In the New Testament, the common cup of the Lord’s Supper did more than simply hold the communion wine. Week after week, as Jews and Gentiles gathered together as the body of Christ, they were confronted afresh with their fundamental identity in Christ. They were no longer Jews or Gentiles that had no association with one another. They were no longer separate but equal. They were joint heirs with Christ, members of the same family, participants in the same body. When an ethnic Jew received the common cup after a Gentile brother, they were declaring to the world that their Jewishness was no longer foundational to their identity.

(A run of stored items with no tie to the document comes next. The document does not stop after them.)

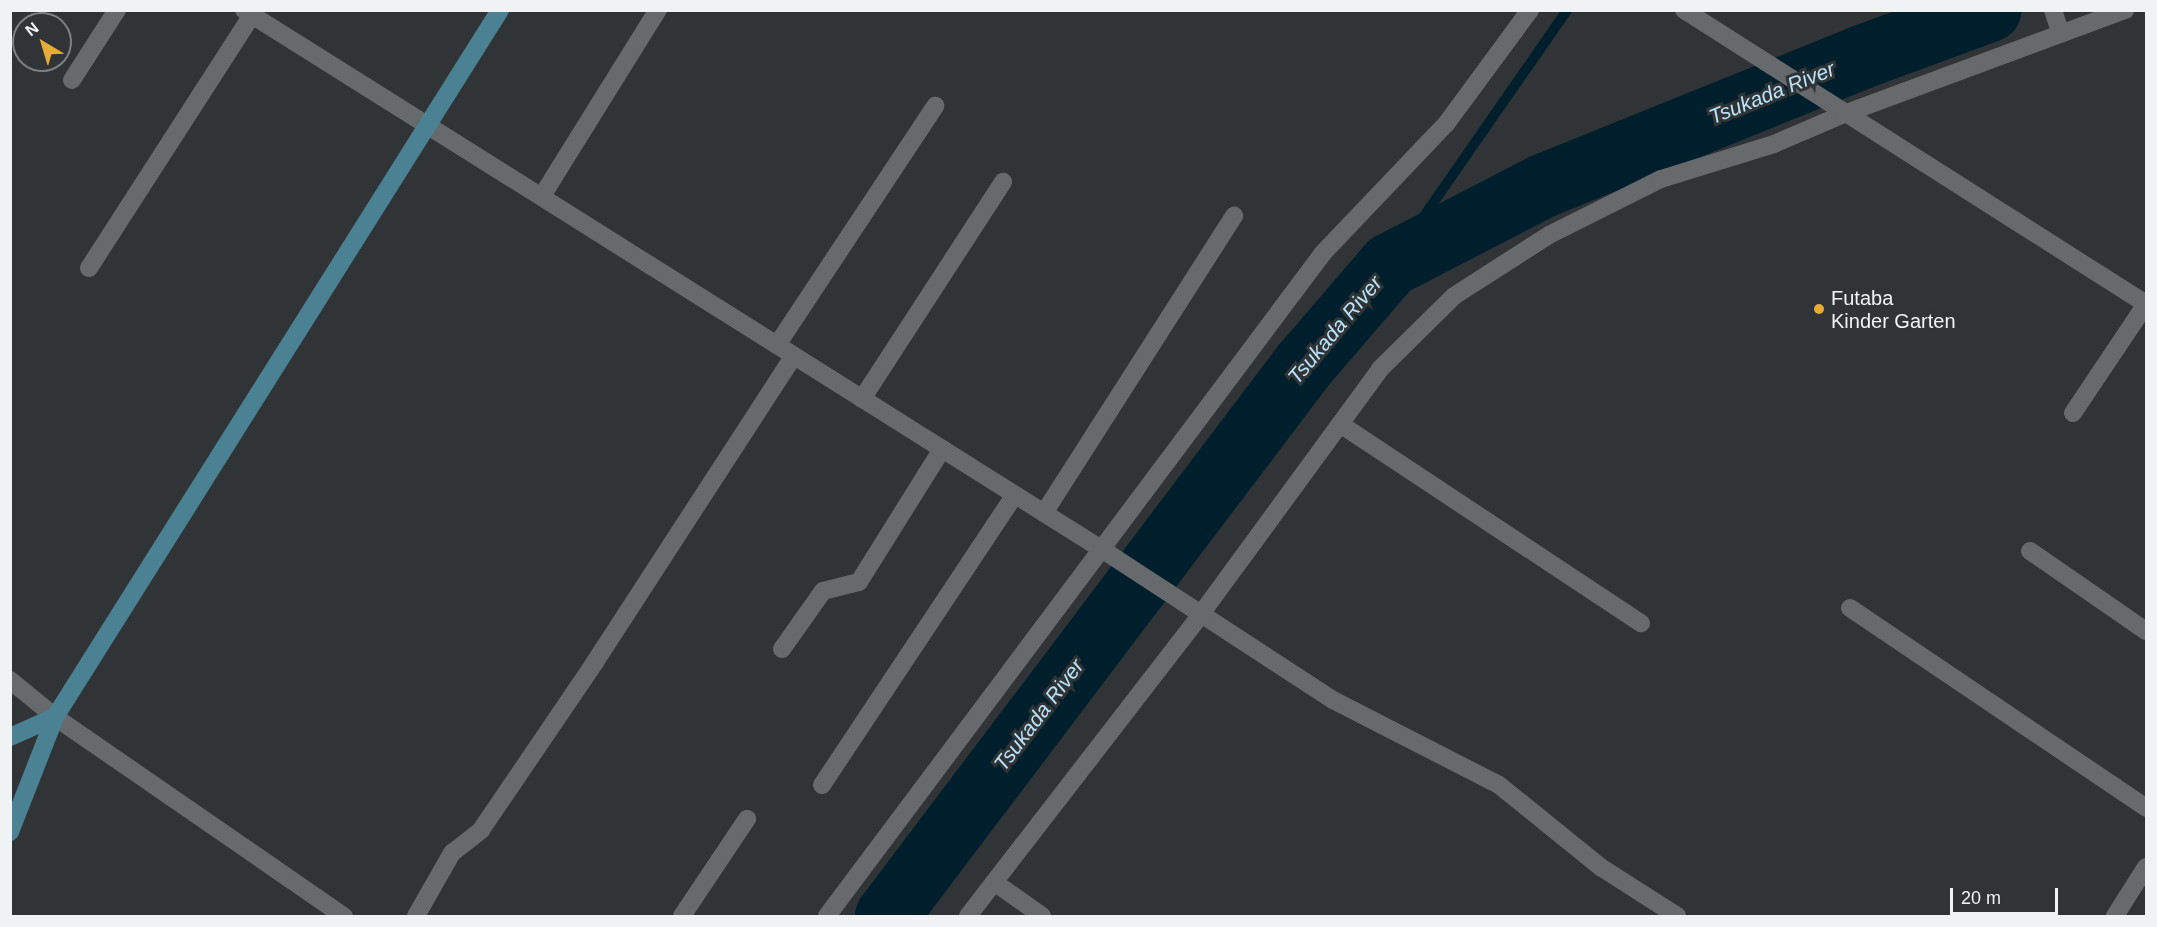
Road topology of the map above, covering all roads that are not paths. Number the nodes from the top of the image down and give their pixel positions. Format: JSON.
{"nodes":[{"id":1,"x":117,"y":10,"type":"edge"},
{"id":2,"x":500,"y":10,"type":"edge"},
{"id":3,"x":658,"y":10,"type":"edge"},
{"id":4,"x":1530,"y":10,"type":"edge"},
{"id":5,"x":1684,"y":10,"type":"edge"},
{"id":6,"x":2126,"y":10,"type":"edge"},
{"id":7,"x":248,"y":13,"type":"edge"},
{"id":8,"x":2056,"y":20,"type":"edge"},
{"id":9,"x":72,"y":80,"type":"dead end"},
{"id":10,"x":935,"y":106,"type":"dead end"},
{"id":11,"x":1844,"y":114,"type":"junction"},
{"id":12,"x":428,"y":124,"type":"junction"},
{"id":13,"x":1003,"y":182,"type":"dead end"},
{"id":14,"x":542,"y":196,"type":"junction"},
{"id":15,"x":1234,"y":216,"type":"dead end"},
{"id":16,"x":89,"y":268,"type":"dead end"},
{"id":17,"x":2146,"y":304,"type":"edge"},
{"id":18,"x":777,"y":345,"type":"junction"},
{"id":19,"x":793,"y":357,"type":"junction"},
{"id":20,"x":862,"y":399,"type":"junction"},
{"id":21,"x":2073,"y":413,"type":"dead end"},
{"id":22,"x":1340,"y":424,"type":"junction"},
{"id":23,"x":942,"y":449,"type":"junction"},
{"id":24,"x":1015,"y":495,"type":"junction"},
{"id":25,"x":1044,"y":513,"type":"junction"},
{"id":26,"x":1103,"y":550,"type":"junction"},
{"id":27,"x":2030,"y":551,"type":"dead end"},
{"id":28,"x":1850,"y":608,"type":"dead end"},
{"id":29,"x":1194,"y":609,"type":"junction"},
{"id":30,"x":1641,"y":623,"type":"dead end"},
{"id":31,"x":2146,"y":631,"type":"edge"},
{"id":32,"x":782,"y":649,"type":"dead end"},
{"id":33,"x":10,"y":680,"type":"edge"},
{"id":34,"x":55,"y":717,"type":"junction"},
{"id":35,"x":10,"y":737,"type":"edge"},
{"id":36,"x":822,"y":785,"type":"dead end"},
{"id":37,"x":2146,"y":808,"type":"edge"},
{"id":38,"x":747,"y":819,"type":"dead end"},
{"id":39,"x":10,"y":832,"type":"edge"},
{"id":40,"x":2146,"y":867,"type":"edge"},
{"id":41,"x":994,"y":882,"type":"junction"},
{"id":42,"x":344,"y":916,"type":"edge"},
{"id":43,"x":416,"y":916,"type":"edge"},
{"id":44,"x":682,"y":916,"type":"edge"},
{"id":45,"x":827,"y":916,"type":"edge"},
{"id":46,"x":968,"y":916,"type":"edge"},
{"id":47,"x":1042,"y":916,"type":"edge"},
{"id":48,"x":1677,"y":916,"type":"edge"},
{"id":49,"x":2115,"y":916,"type":"edge"}],
"edges":[{"from":1,"to":9,"type":"street"},
{"from":2,"to":12,"type":"street"},
{"from":3,"to":14,"type":"street"},
{"from":4,"to":26,"type":"street"},
{"from":5,"to":11,"type":"street"},
{"from":6,"to":8,"type":"street"},
{"from":7,"to":12,"type":"street"},
{"from":7,"to":16,"type":"street"},
{"from":8,"to":11,"type":"street"},
{"from":10,"to":18,"type":"street"},
{"from":11,"to":17,"type":"street"},
{"from":11,"to":22,"type":"street"},
{"from":12,"to":14,"type":"street"},
{"from":12,"to":34,"type":"street"},
{"from":13,"to":20,"type":"street"},
{"from":14,"to":18,"type":"street"},
{"from":15,"to":25,"type":"street"},
{"from":17,"to":21,"type":"street"},
{"from":18,"to":19,"type":"street"},
{"from":19,"to":20,"type":"street"},
{"from":19,"to":43,"type":"street"},
{"from":20,"to":23,"type":"street"},
{"from":22,"to":29,"type":"street"},
{"from":22,"to":30,"type":"street"},
{"from":23,"to":24,"type":"street"},
{"from":23,"to":32,"type":"street"},
{"from":24,"to":25,"type":"street"},
{"from":24,"to":36,"type":"street"},
{"from":25,"to":26,"type":"street"},
{"from":26,"to":29,"type":"street"},
{"from":26,"to":45,"type":"street"},
{"from":27,"to":31,"type":"street"},
{"from":28,"to":37,"type":"street"},
{"from":29,"to":41,"type":"street"},
{"from":29,"to":48,"type":"street"},
{"from":33,"to":34,"type":"street"},
{"from":34,"to":35,"type":"street"},
{"from":34,"to":39,"type":"street"},
{"from":34,"to":42,"type":"street"},
{"from":38,"to":44,"type":"street"},
{"from":40,"to":49,"type":"street"},
{"from":41,"to":46,"type":"street"},
{"from":41,"to":47,"type":"street"}]}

Christ had torn down the dividing walls of hostility.
Whether or not a church returns to the use of a common cup in their corporate worship service is not the point here. This is not chiefly about returning to a common cup. Instead, it is about provoking the church of Jesus to think deeply about what they communicate to the world when something other than union with Christ becomes the ultimate foundation of its corporate gatherings. When a church’s stylistic or social preferences are given more consideration than Christ’s prerogative to demonstrate the power of His gospel to unite people from every kindred, tongue, tribe, nation, and generation in worship, the church is on the verge of abandoning the narrow road and rebuilding a wall that Christ tore down in His own body.
If churches are not careful, they may unwillingly and unknowingly perpetuate this “separate but equal” mentality by strategically gathering or planting churches based on some identity other than the one shared in Jesus Christ. Separate water fountains and bathrooms may no longer be a reality, but clean, safe, and familiar expressions of one’s individual worship preferences in the church of Jesus Christ may be just as much of an obstacle to racial reconciliation in the church as such abhorrent laws were to societal reconciliation in the mid-20th century. New Covenant Christianity is not about our comfort. It is about our communion with Christ and those people for whom His blood was shed. People from every kindred, tongue, tribe, and nation. People who have one Lord, one faith, one baptism, one God and Father of all. People who drink of the same cup of blessing.